Knowledge among decision-makers on how to scrutinise data
- Concern about the reproducibility crisis has co-existed with very little concern about scrutiny of the growing applications of data science and machine learning across research and society. The problems here are manifold:,
- data used to train a model or AI to answer a question may be different to what the data was collected for
- excluded/missing variables and assumptions made in designing a model are not explained
- the reliability of an AI, ie. how often it produces consistent, reproducible recommendations, is not understood by those involved in implementing those recommendations.
- A model or AI’s recommendation can be reproducibly bad, which is a fundamental problem with the “reproducibility crisis”. Understanding where the data has come from and what assumptions have been made must precede questions about whether findings are reproducible or not.
What policies or schemes could have a positive impact on academia’s approach to reproducible research?
- AllTrials has shown how a complex problem can be tackled with a multi-faceted approach involving multiple stakeholders to improve clinical trials transparency, in this case governments, funding bodies, pharmaceutical companies, national health agencies, research institutions and journals. The Committee played an important role in this “joined-up” approach when, in January 2019, it undertook to scrutinise universities that did not do enough to improve clinical trials transparency within six months. The result of this was that reporting among British universities and NHS trusts increased from 48.1% that month to 63.9% in June 2019 . It is worth acknowledging progress as above, because our experience with AllTrials is that acknowledging good behaviour has an incentivising effect on others to improve their own standards. The Committee could investigate the idea of funding bodies making transparency of data and methods a condition of securing future funding, to reduce the risk of unreliable results being used to make life-changing decisions without due scrutiny of their quality.
- The Committee could consider the case of Utrecht University, which in 2021 adopted its Recognition and Rewards Vision, to foster a collaborative culture, creating an open and honest environment that allows researchers to challenge, critique and speak out. In particular, the university’s model recognises openness in the sharing of data, as well as transparency, public engagement and accountability, and prioritises quality over quantity.
- An initiative in publishing that is a rather obvious way to improve transparency, research methods and reporting is Registered Reports, where a protocol is submitted and peer-reviewed before the results are known. If the protocol is accepted, then the results are published provided the research follows the approved protocol, irrespective of what they are.

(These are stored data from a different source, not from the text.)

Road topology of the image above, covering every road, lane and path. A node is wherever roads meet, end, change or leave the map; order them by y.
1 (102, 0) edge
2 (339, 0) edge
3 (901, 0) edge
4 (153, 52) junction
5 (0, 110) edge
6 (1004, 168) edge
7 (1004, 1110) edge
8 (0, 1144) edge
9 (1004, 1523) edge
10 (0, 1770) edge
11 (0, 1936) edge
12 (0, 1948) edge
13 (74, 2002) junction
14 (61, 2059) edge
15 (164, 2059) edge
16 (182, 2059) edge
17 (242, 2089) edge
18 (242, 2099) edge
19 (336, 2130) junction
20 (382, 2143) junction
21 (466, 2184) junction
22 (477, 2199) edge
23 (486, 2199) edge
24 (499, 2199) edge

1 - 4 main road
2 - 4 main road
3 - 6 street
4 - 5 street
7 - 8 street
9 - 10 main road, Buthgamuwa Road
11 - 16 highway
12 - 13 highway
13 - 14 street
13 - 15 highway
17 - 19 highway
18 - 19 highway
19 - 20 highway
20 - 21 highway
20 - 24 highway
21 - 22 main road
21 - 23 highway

- There is an urgent need to address the absence of systems for quality, reliability, transparency and scrutiny in data science, modelling and machine learning, much of which does not fall under the usual systems of scrutiny and peer review and for which there are few standards in operation. We have worked internationally with expert groups and user communities, including currently joint production with the EU Commission and Parliament of a guide to scrutinising reliability in use of models for decisions. These initiatives have produced three questions that might usefully replace reproducibility in the pursuit of reliable research:
- Where did it come from?
- What assumptions are being made?
- Can it bear the weight being put on it?